5 Stocks To Gain From Medical Device Excise Tax Exemption

It has been seen, small device companies are often funded by venture capital. When unable to raise prices, find a suitable partner for merger or even produce profit at times, the 2.3% tax had affected critical operating funds. In such a scenario, the first response of such companies had been slashing jobs in a bid to save costs.

As per a report published in AdvaMed, this tax resulted in employment reductions of 14,000 industry workers in 2013 and the years prior to the implementation of the tax, with approximately an additional 4,500 jobs lost in 2014. Not much needs to be said about the adverse impact this may have already created on the U.S. economy as a whole.

Accordingly, as a much-needed breather for MedTech industry, with the tax finally being suspended for two years, stakeholders in the industry warmly welcomed this legislative move, particularly those with stakes in the small-cap medical device companies.

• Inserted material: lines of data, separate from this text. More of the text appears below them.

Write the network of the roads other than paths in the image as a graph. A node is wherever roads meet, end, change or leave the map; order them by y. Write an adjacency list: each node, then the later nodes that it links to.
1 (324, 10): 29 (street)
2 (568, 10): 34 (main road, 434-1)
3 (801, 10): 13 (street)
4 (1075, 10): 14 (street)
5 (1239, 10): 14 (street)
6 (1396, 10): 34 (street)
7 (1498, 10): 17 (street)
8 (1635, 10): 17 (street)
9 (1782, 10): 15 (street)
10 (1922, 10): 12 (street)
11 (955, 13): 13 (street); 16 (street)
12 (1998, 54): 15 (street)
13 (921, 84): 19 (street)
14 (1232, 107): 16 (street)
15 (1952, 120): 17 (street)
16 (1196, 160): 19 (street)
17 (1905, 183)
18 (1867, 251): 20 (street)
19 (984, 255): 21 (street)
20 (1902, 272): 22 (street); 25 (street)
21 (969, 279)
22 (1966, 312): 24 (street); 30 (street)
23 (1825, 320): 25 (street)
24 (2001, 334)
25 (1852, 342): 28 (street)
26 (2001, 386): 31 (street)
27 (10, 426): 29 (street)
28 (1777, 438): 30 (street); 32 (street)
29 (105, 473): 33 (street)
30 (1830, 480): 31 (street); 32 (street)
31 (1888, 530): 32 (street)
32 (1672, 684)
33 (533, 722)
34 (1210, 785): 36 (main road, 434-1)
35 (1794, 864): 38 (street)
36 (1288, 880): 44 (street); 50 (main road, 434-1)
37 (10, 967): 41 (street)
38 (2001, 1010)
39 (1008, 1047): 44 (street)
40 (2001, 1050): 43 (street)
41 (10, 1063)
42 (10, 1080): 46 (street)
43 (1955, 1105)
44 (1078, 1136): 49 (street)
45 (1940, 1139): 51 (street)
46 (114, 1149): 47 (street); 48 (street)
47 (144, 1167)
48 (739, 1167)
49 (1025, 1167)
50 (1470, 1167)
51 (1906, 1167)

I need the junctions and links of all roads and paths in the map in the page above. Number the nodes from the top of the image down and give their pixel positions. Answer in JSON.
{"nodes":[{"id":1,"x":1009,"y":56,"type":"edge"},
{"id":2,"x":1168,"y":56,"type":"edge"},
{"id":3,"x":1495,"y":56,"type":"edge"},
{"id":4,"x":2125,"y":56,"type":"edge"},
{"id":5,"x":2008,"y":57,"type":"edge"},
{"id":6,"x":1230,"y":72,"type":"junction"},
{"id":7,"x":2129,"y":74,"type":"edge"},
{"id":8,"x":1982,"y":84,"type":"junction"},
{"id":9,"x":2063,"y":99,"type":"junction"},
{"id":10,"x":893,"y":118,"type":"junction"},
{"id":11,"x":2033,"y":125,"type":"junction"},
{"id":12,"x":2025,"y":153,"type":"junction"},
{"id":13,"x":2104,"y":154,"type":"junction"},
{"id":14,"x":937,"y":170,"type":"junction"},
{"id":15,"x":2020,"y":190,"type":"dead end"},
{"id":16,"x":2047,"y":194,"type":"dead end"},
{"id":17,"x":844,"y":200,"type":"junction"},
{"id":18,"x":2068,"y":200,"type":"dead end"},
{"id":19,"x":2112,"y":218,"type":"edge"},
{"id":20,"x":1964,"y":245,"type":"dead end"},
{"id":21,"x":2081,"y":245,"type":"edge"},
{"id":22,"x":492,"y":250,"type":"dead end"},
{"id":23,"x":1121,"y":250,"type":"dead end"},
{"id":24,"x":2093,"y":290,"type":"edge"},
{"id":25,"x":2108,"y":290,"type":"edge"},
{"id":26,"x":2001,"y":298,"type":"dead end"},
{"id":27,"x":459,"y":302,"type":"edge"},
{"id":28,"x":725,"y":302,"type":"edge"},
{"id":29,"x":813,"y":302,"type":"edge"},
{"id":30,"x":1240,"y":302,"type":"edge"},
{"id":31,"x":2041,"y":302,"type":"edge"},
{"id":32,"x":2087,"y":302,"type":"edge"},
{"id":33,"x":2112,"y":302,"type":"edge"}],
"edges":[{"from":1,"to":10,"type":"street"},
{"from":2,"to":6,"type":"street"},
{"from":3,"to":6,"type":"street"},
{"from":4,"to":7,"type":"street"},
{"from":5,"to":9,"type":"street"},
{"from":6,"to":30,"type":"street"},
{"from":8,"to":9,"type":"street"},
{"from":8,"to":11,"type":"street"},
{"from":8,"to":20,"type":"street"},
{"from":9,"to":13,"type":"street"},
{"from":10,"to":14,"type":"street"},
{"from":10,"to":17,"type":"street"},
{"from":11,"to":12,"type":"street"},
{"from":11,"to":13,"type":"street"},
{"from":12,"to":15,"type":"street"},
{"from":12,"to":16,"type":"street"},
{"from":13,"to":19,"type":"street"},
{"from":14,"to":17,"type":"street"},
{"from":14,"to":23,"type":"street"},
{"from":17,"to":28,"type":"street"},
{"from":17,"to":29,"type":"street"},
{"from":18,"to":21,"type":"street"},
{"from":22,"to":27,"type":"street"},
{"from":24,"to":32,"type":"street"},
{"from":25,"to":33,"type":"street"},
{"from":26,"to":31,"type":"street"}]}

Time Is Ripe: Take Your Pick

Given this backdrop, we hereby select 5 small-cap MedTech stocks (< $1 billion) that have been performing well since the suspension of the medical device tax and are expected to retain its momentum in the days ahead.

The criteria of selection is our proprietary Zacks Rank scenario – stocks that carry a favorable Zacks Rank #1 (Strong Buy) or 2 (Buy) and have witnessed a price rise of more than 5% in the past 12 weeks. The stocks chosen by us also exhibit strong fundamentals that make them lucrative investing units over the near as well as the long term.

CryoLife Inc. (CRY - Snapshot Report): Georgia-based CryoLife engages in the processing and distribution of cryogenically preserved implantable human tissues, which are used for cardiac and vascular transplantations. This Zacks Rank #1 company currently holds a market cap of $356.74 million and has witnessed a 5.43% rise in its share price in the past 12 weeks.

While the company’s current earnings yield is 2.59%, far better than the industry average of -0.91%; its projected sales growth for the current year is 22.41% compared to the industry average of 8.27%. Over the long term, CryoLife’s expected EPS growth rate is pegged at 4%.